Content starts

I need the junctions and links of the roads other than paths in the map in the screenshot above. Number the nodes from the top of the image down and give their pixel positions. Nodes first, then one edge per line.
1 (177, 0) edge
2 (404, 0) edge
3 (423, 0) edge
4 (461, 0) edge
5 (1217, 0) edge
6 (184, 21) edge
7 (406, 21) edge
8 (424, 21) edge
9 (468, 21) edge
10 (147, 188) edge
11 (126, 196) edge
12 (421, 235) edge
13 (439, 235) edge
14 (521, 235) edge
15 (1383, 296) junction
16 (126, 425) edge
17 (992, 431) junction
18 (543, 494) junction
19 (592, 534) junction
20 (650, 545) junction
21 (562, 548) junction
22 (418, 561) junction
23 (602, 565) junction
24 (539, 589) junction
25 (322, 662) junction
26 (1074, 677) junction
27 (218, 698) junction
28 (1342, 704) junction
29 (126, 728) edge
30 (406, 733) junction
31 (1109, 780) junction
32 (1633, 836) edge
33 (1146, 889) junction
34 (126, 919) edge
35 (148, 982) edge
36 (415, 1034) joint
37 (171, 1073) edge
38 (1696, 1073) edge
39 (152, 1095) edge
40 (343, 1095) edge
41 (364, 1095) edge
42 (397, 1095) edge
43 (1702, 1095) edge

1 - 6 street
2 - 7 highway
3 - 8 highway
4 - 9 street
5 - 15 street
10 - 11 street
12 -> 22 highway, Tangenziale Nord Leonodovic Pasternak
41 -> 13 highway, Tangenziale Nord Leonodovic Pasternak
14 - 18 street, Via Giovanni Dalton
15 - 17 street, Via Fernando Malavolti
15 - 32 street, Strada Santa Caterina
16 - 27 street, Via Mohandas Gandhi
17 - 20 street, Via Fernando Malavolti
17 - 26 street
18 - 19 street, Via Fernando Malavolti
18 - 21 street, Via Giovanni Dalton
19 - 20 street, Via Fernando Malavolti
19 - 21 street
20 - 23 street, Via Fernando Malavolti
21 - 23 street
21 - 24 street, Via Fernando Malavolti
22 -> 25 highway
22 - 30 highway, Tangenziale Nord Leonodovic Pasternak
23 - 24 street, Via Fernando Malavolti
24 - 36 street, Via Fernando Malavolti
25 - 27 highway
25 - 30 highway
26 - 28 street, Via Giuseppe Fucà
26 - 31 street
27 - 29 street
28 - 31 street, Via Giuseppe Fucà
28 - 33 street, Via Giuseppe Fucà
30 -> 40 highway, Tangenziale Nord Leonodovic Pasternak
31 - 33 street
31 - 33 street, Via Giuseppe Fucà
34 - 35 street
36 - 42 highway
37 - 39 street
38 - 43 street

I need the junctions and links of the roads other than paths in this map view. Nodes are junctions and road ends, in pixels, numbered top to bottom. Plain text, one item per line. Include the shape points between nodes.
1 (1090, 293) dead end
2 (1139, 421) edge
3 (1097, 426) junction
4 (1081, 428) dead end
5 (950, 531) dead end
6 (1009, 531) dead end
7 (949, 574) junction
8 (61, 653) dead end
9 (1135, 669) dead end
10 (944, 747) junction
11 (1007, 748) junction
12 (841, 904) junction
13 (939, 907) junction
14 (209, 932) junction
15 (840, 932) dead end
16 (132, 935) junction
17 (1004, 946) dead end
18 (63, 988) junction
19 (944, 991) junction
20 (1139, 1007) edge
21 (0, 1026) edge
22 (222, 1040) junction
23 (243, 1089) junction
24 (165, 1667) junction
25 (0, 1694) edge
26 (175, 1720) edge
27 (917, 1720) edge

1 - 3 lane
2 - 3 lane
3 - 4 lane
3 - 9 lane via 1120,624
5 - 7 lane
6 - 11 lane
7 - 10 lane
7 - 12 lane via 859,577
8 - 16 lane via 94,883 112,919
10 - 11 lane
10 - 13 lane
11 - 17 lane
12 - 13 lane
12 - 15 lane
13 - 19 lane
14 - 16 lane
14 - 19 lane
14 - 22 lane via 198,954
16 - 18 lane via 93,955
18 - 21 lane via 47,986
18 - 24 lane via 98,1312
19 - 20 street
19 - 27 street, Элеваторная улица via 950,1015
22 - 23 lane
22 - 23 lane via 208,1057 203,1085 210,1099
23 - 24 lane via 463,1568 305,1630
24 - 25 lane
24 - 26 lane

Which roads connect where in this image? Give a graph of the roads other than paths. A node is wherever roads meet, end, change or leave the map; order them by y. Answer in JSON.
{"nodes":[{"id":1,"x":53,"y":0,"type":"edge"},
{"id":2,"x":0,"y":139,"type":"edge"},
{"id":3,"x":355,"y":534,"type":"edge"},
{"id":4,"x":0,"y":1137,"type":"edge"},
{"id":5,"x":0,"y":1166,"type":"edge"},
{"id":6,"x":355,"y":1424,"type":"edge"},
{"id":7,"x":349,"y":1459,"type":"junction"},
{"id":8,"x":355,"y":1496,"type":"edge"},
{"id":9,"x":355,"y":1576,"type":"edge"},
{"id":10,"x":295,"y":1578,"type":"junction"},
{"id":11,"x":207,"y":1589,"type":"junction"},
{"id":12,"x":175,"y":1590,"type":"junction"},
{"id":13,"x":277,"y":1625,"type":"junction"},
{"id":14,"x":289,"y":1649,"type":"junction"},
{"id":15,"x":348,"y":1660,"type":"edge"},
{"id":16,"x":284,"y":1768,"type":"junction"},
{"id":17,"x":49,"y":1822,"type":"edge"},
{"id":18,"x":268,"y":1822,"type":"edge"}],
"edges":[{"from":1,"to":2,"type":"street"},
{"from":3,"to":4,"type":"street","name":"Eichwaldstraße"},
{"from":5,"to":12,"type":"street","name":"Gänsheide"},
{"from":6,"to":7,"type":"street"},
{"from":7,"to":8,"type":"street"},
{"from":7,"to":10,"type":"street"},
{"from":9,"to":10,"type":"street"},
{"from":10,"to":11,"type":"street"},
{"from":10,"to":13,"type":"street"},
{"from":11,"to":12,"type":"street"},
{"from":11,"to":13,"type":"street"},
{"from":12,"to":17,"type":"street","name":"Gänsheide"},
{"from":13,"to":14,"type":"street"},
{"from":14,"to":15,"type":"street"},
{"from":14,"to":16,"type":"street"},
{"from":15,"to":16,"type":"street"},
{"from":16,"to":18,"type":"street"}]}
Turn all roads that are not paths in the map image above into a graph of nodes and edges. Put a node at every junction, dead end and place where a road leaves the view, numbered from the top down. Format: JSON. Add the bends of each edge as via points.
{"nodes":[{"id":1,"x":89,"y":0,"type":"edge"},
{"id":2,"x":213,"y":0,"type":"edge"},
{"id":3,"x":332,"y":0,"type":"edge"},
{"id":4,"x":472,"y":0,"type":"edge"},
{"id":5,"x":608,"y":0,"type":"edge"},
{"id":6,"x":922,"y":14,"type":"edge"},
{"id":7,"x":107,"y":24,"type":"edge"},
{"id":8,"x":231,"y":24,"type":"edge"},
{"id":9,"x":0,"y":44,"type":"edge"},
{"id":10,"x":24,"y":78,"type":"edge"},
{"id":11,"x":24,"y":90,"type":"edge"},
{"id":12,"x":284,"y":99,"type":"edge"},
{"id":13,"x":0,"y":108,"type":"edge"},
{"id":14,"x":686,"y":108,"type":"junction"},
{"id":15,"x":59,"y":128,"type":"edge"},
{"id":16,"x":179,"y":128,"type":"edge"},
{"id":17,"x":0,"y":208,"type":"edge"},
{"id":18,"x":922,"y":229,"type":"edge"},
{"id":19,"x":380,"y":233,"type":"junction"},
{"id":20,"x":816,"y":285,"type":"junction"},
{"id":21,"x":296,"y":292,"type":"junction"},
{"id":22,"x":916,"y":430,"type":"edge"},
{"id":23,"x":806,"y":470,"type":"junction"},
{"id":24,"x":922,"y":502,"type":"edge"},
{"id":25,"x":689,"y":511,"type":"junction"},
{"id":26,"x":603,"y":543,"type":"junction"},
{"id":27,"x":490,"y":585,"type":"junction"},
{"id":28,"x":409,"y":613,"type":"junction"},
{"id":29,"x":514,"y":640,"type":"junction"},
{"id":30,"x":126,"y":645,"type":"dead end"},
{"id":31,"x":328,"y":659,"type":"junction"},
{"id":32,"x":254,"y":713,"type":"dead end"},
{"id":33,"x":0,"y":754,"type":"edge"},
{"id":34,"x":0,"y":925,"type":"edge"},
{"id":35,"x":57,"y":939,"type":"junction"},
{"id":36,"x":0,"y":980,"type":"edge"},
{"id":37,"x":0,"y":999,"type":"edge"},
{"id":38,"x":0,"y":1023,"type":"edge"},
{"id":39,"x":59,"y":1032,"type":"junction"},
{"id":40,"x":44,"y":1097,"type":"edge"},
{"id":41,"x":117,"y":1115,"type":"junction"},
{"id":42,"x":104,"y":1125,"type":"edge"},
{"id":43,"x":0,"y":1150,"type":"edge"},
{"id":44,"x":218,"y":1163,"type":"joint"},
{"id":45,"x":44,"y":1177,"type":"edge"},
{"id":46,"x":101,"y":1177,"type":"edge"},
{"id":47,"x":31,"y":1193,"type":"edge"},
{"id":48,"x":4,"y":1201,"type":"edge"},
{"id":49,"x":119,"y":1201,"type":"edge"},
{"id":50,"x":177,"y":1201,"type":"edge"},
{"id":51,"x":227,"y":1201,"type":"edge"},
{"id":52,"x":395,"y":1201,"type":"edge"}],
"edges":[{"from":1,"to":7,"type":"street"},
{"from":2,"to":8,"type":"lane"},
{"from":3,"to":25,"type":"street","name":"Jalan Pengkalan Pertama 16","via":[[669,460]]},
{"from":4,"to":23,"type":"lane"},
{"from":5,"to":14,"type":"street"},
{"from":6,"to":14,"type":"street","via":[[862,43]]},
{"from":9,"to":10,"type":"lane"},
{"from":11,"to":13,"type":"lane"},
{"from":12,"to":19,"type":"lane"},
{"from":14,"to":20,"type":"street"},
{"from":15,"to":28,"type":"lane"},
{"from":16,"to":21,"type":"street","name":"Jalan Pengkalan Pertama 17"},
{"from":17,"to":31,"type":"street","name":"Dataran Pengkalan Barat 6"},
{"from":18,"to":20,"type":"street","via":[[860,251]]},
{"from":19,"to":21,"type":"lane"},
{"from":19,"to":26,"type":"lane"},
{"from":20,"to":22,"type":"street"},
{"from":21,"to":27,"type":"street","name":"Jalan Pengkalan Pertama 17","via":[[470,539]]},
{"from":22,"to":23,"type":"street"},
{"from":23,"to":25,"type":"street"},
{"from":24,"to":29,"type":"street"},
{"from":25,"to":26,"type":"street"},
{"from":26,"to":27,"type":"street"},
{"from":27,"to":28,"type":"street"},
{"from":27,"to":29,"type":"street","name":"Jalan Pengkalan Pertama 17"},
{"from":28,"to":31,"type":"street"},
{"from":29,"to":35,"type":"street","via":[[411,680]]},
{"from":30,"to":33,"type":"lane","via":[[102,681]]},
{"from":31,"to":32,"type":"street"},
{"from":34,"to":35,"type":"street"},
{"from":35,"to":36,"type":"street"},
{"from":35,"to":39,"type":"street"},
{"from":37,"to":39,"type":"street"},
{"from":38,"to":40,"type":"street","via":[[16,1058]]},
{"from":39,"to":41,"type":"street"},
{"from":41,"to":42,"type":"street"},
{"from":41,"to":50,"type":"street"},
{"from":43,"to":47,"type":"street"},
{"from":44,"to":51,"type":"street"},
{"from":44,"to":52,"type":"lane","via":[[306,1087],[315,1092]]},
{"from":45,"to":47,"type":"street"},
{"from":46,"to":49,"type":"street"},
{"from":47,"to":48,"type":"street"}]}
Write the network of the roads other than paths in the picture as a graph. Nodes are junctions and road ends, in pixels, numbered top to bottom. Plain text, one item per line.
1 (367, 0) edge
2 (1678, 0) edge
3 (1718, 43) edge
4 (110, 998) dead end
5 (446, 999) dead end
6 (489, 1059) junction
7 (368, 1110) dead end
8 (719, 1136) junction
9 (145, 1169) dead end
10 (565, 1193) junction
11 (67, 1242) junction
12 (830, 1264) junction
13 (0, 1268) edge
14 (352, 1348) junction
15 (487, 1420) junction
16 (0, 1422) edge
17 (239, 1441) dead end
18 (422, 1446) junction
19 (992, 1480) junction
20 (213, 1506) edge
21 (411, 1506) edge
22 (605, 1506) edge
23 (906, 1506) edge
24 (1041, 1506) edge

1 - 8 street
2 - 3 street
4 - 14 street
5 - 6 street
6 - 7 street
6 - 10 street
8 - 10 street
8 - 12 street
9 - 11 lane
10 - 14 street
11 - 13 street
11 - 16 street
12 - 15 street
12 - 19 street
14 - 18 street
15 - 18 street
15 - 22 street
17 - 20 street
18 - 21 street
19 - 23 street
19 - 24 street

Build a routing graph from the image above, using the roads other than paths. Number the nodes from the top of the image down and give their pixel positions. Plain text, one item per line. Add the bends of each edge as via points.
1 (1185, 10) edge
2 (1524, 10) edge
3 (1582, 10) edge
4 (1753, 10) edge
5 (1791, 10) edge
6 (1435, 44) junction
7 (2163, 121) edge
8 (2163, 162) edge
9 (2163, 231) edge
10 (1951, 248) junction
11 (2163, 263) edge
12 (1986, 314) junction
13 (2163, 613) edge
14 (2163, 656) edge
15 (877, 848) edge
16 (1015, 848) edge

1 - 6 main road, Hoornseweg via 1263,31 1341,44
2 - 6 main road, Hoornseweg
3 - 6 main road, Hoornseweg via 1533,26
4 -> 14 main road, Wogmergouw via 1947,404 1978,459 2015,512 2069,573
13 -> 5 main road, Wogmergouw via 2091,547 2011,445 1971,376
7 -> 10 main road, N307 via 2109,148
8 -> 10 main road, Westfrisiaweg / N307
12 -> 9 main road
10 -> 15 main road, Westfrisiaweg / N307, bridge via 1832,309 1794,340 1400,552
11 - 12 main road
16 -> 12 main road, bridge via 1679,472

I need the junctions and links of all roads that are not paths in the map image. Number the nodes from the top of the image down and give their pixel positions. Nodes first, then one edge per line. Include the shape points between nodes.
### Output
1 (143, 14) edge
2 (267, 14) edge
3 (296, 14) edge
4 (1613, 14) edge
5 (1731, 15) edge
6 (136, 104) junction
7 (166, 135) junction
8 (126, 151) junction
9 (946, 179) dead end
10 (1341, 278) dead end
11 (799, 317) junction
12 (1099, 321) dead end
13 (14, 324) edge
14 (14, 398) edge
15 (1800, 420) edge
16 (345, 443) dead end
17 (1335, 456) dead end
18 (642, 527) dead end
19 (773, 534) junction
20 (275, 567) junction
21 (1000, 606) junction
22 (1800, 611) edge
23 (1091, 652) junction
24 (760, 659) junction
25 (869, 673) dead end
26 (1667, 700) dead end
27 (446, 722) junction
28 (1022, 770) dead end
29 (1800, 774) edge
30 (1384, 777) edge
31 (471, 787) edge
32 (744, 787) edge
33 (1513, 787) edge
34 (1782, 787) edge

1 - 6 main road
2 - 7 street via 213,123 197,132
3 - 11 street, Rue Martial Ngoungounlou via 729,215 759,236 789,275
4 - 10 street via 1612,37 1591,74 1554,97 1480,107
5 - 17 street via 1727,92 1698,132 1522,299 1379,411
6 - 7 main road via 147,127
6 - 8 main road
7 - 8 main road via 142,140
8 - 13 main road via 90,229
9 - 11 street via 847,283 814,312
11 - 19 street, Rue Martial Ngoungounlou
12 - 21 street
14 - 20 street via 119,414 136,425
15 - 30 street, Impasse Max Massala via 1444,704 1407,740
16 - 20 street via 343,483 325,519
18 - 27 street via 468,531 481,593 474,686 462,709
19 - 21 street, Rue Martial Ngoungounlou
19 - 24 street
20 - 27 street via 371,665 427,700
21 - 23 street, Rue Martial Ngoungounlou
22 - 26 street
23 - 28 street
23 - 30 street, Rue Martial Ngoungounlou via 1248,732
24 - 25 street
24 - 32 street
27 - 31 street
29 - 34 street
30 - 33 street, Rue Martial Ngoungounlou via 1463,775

Content ends

- **PROBLEM STATEMENT**:
Go through the data and show every line where "Malavolti" occurs.

- **SOLUTION TO THIS PROBLEM**:
15 - 17 street, Via Fernando Malavolti
17 - 20 street, Via Fernando Malavolti
18 - 19 street, Via Fernando Malavolti
19 - 20 street, Via Fernando Malavolti
20 - 23 street, Via Fernando Malavolti
21 - 24 street, Via Fernando Malavolti
23 - 24 street, Via Fernando Malavolti
24 - 36 street, Via Fernando Malavolti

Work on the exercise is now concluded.